The struggling stablecoin of Synthetix has been addressed by a new liquidity initiative. After sUSD weakened significantly below par, the company launched the sUSD 420 Pool on April 18. This is part of a broad plan to stabilize the algorithmic stablecoin under challenging market conditions.
Key-Takeaways:
- The sUSD 420 Pool was launched to stabilize Synthetix’s stablecoin (sUSD), which reached as low as $0.63, through rewarding 5 million SNX tokens over 12 months.
- In SIP 420, the collateralization requirements were reduced from 500% to 200%, thus resulting in too much sUSD supply.
- The SNX rewards are paid daily, and the amounts vest over 3 months after the program ends for participants who are ready to lock their sUSD for 1 year.
- Additional initiatives beyond the 420 Pool: Synthetix is planning to launch the Snaxchain project to present more use cases for sUSD.
The Depeg Problem
In recent weeks, the sUSD stablecoin has not been stable. But CoinGecko data puts sUSD at $0.8224 as of April 18, down from $0.63 (or down to $0.12 since entering the crvswap pool). Still, it had a steady 7% increase over 24 hours in the token. This has concerned investors and users of the Synthetix platform who are worried about the price decline.
These issues prompted founder Kain Warwick to announce the new pool on X (formerly Twitter) himself. Over a 12-month period, SNX tokens will be distributed to participants in the initiative, of which 5 million will be distributed. This generous reward structure is intended to encourage people’s demand for sUSD and build back its dollar peg.
Root Causes of Instability
These problems are a consequence of changes introduced in recent months in the form of Synthetix Improvement Proposal 420. The problem with this controversial update was reduced collateralization requirements and protocol-owned staking pools. Previously, users would need to put up 500% collateral should they wish to mint sUSD tokens. All that remains for them now is to supply 200%.
This constituted a fast increase in sUSD’s supply. Unfortunately, however, this growing supply has not so easily matched demand. Therefore, many of the decentralized exchange pools were unbalanced. sUSD is now over 90% of some liquidity pairs on Curve (a popular DEX platform).
How the 420 Pool Works
The new initiative requires commitment of the participants. To earn rewards on SNX, sUSD tokens must be locked for a year. And in return they get SNX distributed on a daily basis. However, these reward tokens are not available immediately. Over three months after the program ends, they remain locked and are vested to be taken over in time.

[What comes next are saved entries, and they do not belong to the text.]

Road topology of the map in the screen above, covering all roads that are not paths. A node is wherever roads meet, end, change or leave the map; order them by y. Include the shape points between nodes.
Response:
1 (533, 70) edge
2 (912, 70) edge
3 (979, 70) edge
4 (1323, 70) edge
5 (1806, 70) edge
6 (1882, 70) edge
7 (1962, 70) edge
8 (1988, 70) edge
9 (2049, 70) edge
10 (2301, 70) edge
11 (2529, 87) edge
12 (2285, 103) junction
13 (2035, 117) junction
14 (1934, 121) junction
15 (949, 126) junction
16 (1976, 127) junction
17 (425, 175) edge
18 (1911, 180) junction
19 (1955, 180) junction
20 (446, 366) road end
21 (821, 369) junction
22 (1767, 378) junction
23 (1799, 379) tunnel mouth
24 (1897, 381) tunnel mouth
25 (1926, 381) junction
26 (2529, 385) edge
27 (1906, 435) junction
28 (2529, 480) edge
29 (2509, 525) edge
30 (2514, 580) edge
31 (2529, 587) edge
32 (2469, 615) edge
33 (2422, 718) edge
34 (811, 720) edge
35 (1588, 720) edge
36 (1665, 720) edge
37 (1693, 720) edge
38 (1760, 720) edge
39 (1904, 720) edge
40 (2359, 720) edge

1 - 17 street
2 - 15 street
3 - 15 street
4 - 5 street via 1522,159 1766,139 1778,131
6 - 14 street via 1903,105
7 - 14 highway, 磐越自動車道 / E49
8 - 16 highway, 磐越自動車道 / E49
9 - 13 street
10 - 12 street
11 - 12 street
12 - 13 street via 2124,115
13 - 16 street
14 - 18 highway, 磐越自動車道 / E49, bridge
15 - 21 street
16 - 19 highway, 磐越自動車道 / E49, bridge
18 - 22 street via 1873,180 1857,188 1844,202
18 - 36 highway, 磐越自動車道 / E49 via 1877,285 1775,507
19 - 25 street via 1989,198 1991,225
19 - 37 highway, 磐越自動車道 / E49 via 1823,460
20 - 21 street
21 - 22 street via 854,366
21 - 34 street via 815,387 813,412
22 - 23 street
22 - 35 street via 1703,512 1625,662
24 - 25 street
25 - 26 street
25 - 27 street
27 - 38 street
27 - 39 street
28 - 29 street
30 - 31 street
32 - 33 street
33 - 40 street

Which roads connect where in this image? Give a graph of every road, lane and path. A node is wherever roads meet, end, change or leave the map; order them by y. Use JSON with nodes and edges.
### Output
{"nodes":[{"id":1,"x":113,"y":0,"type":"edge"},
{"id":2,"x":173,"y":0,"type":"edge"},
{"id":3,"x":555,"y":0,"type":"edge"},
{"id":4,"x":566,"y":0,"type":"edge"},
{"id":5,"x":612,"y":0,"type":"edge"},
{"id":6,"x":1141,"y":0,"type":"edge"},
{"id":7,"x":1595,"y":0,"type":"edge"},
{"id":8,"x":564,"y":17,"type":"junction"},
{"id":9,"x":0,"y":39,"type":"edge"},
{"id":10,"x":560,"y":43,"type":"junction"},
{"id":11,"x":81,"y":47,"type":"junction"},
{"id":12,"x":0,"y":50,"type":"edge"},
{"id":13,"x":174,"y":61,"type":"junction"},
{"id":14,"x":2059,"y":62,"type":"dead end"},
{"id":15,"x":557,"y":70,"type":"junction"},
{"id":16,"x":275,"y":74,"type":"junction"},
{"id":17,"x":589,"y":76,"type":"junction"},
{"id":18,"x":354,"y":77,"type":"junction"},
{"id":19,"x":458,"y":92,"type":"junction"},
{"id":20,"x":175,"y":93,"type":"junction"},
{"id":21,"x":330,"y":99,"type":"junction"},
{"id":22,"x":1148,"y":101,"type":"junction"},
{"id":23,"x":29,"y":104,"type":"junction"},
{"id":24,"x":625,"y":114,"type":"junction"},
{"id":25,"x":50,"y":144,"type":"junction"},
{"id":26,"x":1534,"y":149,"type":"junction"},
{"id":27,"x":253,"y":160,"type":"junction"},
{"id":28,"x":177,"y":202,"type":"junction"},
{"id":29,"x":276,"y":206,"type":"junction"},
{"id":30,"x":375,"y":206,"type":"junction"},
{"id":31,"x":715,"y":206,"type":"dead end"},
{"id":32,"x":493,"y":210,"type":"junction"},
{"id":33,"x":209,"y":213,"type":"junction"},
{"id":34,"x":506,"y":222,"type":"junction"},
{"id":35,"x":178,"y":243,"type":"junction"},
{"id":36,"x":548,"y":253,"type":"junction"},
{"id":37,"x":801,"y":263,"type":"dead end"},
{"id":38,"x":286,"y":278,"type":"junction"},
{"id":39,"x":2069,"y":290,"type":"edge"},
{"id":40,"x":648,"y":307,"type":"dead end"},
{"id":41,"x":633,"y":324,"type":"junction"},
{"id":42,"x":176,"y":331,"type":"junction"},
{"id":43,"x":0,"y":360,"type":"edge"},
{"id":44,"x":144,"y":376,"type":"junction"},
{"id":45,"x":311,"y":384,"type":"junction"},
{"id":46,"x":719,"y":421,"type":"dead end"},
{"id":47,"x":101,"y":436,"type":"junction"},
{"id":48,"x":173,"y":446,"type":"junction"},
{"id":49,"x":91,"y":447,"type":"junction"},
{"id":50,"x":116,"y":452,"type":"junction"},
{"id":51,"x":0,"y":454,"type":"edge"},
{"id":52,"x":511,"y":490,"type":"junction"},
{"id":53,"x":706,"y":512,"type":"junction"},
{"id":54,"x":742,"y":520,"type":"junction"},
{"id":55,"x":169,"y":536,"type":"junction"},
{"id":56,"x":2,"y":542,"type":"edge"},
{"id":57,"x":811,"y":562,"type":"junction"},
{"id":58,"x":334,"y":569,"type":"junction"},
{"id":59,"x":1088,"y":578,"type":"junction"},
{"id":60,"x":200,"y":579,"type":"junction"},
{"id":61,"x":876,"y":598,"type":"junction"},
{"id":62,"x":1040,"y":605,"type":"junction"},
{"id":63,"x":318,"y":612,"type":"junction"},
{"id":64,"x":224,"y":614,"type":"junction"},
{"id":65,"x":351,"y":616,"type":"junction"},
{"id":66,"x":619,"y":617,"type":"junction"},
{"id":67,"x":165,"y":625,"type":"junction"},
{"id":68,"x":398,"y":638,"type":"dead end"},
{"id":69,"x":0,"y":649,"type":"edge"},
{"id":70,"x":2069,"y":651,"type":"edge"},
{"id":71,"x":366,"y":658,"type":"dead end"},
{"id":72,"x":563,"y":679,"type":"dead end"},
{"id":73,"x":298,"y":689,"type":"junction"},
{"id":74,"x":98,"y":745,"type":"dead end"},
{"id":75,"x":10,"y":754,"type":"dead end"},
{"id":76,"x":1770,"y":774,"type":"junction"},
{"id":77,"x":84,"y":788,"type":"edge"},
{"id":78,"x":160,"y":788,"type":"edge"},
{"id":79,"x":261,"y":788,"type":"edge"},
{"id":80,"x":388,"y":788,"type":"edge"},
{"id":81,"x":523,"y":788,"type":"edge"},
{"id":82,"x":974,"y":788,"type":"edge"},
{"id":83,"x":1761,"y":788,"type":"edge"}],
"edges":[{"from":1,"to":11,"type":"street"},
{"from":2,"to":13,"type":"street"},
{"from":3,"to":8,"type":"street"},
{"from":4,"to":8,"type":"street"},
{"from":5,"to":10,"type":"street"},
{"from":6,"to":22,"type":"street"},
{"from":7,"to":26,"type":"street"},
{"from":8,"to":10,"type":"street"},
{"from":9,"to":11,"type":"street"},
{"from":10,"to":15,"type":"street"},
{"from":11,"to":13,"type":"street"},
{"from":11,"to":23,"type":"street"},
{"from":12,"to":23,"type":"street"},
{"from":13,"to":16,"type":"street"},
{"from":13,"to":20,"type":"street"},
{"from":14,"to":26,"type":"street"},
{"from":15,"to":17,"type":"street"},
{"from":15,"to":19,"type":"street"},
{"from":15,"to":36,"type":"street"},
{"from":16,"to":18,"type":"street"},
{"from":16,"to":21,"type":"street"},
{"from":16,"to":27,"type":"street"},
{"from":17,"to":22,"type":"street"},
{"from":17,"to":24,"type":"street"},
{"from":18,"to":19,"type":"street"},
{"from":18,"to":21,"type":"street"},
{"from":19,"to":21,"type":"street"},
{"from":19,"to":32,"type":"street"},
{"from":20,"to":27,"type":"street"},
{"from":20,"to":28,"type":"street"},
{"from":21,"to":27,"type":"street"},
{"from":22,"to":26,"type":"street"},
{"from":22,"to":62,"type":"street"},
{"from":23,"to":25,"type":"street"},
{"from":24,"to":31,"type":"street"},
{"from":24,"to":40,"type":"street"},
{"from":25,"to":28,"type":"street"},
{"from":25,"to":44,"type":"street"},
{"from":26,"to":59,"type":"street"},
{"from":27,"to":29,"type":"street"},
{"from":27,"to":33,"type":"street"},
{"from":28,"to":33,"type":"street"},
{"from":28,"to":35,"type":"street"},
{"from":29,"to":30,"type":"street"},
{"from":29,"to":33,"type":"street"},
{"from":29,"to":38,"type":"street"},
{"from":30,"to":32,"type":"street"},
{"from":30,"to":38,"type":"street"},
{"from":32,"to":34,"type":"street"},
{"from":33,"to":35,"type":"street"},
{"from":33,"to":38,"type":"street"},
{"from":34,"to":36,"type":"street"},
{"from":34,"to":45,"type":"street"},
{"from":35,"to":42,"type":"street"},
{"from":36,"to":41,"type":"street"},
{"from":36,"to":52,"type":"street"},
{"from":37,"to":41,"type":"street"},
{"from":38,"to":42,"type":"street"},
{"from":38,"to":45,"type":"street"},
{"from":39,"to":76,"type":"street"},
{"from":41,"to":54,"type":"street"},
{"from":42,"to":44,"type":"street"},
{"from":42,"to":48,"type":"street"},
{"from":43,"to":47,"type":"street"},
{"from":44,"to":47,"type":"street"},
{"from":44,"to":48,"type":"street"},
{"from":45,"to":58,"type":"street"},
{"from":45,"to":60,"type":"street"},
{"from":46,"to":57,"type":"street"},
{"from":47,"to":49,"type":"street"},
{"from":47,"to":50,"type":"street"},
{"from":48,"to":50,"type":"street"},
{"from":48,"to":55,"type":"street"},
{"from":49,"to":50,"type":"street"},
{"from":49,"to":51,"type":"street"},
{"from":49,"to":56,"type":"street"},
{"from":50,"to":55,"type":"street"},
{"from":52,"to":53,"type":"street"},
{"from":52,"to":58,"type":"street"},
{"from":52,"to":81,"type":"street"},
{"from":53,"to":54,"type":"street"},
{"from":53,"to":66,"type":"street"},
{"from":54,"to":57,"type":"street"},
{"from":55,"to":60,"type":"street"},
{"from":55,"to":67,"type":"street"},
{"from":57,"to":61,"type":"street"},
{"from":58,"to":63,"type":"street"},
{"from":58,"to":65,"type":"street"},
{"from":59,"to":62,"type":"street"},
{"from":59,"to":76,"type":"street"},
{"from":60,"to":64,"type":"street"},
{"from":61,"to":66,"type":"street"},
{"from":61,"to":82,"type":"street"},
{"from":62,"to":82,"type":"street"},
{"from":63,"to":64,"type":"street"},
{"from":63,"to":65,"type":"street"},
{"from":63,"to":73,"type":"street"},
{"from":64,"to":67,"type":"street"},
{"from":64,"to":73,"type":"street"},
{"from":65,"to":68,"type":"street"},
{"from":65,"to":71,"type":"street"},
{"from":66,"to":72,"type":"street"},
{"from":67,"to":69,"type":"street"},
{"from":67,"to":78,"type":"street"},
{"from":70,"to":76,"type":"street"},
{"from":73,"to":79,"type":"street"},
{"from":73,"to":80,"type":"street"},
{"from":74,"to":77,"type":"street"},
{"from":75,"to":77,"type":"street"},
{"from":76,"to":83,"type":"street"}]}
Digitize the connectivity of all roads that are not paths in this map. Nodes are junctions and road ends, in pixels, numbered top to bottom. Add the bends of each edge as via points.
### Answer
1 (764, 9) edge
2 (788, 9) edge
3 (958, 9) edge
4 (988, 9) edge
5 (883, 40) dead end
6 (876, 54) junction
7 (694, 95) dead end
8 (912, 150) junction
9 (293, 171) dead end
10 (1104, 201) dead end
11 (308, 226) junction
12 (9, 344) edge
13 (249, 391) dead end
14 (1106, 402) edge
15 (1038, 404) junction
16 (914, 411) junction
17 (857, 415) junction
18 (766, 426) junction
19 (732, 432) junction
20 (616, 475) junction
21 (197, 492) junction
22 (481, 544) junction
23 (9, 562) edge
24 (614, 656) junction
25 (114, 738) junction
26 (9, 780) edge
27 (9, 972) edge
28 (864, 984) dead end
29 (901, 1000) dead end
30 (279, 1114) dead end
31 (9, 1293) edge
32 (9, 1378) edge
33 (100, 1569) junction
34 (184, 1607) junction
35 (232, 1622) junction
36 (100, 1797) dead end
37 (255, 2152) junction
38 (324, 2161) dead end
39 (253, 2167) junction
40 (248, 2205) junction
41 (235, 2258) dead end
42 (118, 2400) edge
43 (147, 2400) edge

The front-end support won’t be officially launched next week, but early adopters are already part of it. Synthetix has made early access available to their Discord community. A phased approach to this enables the team to monitor participation and adjust if needed.
Synthetix describes the current situation as a “transition period” for the protocol. The 420 Pool is not the only stablecoin solution on which the team has been relying. In the next few months, more incentives and new use cases for sUSD will be implemented by them.
An initiative that is promising on the horizon is Snaxchain. Despite limited details for now, a new stablecoin project on the horizon may find new utility for the struggling stablecoin. In other words, Synthetix wants to add more reasons for users to keep and use sUSD organically, thereby increasing demand.
Conclusion: sUSD 420 Pool
As a result, the success or failure of the sUSD 420 Pool could affect a larger group. The current state of affairs is holding risk and opportunity for traders and investors. Arbitrage traders may come in seeking to profit on the peg ultimately recovering, which would offer the sUSD trading at a discounted price. Additionally, the high SNX rewards might be attractive to long-term supporters ready to lock up capital.